Unusual conditions prevailing in 1918 no doubt accentuated the spread and virulence of the “Spanish flu”,[7] notably the war conditions, the priority given to the war effort, the lack of international cooperation, and lack of preparedness and information available to the public.[8] However, a number of factors suggest that a similar outbreak could today have more severe economic effects. While international monitoring and cooperation are now more effective, the rapid growth in international trade and travel and the vastly larger numbers of at risk animals and poultry in Asia have increased the risk of global contagion.

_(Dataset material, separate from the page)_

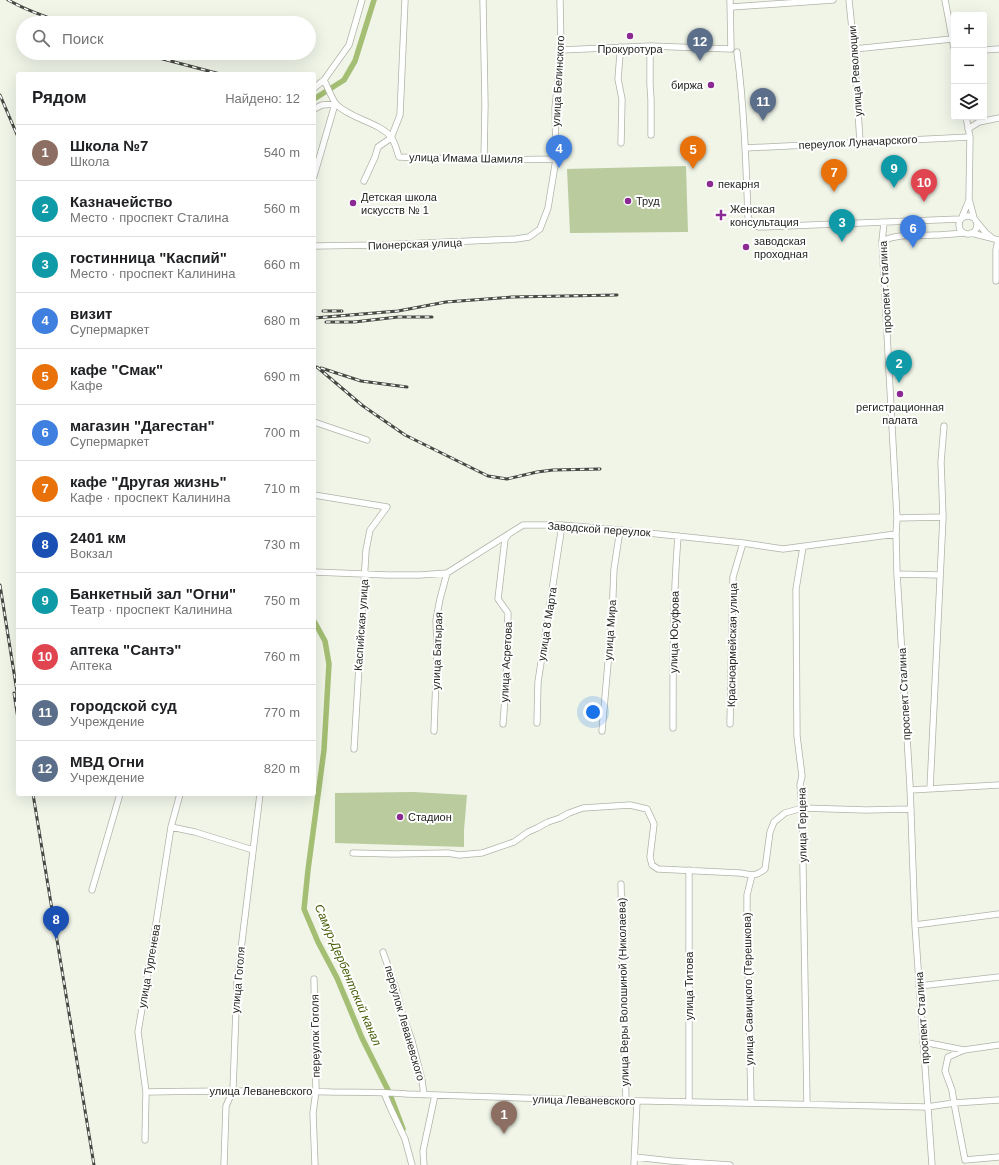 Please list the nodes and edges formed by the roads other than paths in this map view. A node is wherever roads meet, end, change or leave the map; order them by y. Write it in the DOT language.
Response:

The risks of contagion within New Zealand have probably also increased significantly since 1918 and perhaps in ways that have accentuated the need for “social distancing” and therefore the potential economic cost of a similar type of influenza outbreak. In particular, greater urbanisation of the population and the growth of services have increased person to person contact on a daily basis. In 1916 approximately 29% of the labour force was employed in the primary sector and about 54% of the population lived in rural areas, where the risk of infection was probably lower. In 2001 only 8% worked in the primary sector and only 14% lived in rural areas.

Notes

  • [3]Testimony of Julie L. Gerberding before the Subcommittee on Health, Committee on Energy and Commerce, U.S. House of Representatives, May 26, 2005
  • [4]This estimate is from Johnson and Mueller (2002) who note that successive estimates have continuously raised the death rate from the 1918 pandemic estimate as more reliable records have come available, prompting some to suggest that the death toll may have been even higher and closer to 100 million.
  • [5]In Toronto the infection rate was comparatively low, 252 people were infected and 44 people died. The majority of the economic impact came from heavily reduced tourism and the disruption to normal business because of quarantine and health concerns.
  • [6]Australia adopted for example a more vigilant approach to quarantining ships. Although Australia was still unable to prevent the outbreak of the pandemic, it occurred later and the death rate in Australia was estimated at less than half that for New Zealand (Rice, p 253).
  • [7]Although commonly referred to as the “Spanish Flu”, the 1918 influenza pandemic is thought to have started in Kansas in early 1918 and was transferred to US Army cantonments. From there it followed troop movements to army bases throughout the US and to Europe. It spread through Europe, including Spain, infecting the Allied and German troops. By June and July it had reached Greece, Bombay and Shanghai. In September it reached Australia and New Zealand. Spain, being a neutral country, was the first to officially record and report the spread of the influenza virus and hence it was referred to as the “Spanish Flu” (Chapter 14, Barry 2004)
  • [8]See for example Barry (2004) and Rice (2005) for discussions of the responses by government officials in the USA and in New Zealand to warnings by medical professionals about the risks of troop transfers, to conditions in army camps (where infection and death rates were particularly high), to the need for public awareness and the risks of public parades in support of the war effort and in celebration of the armistice.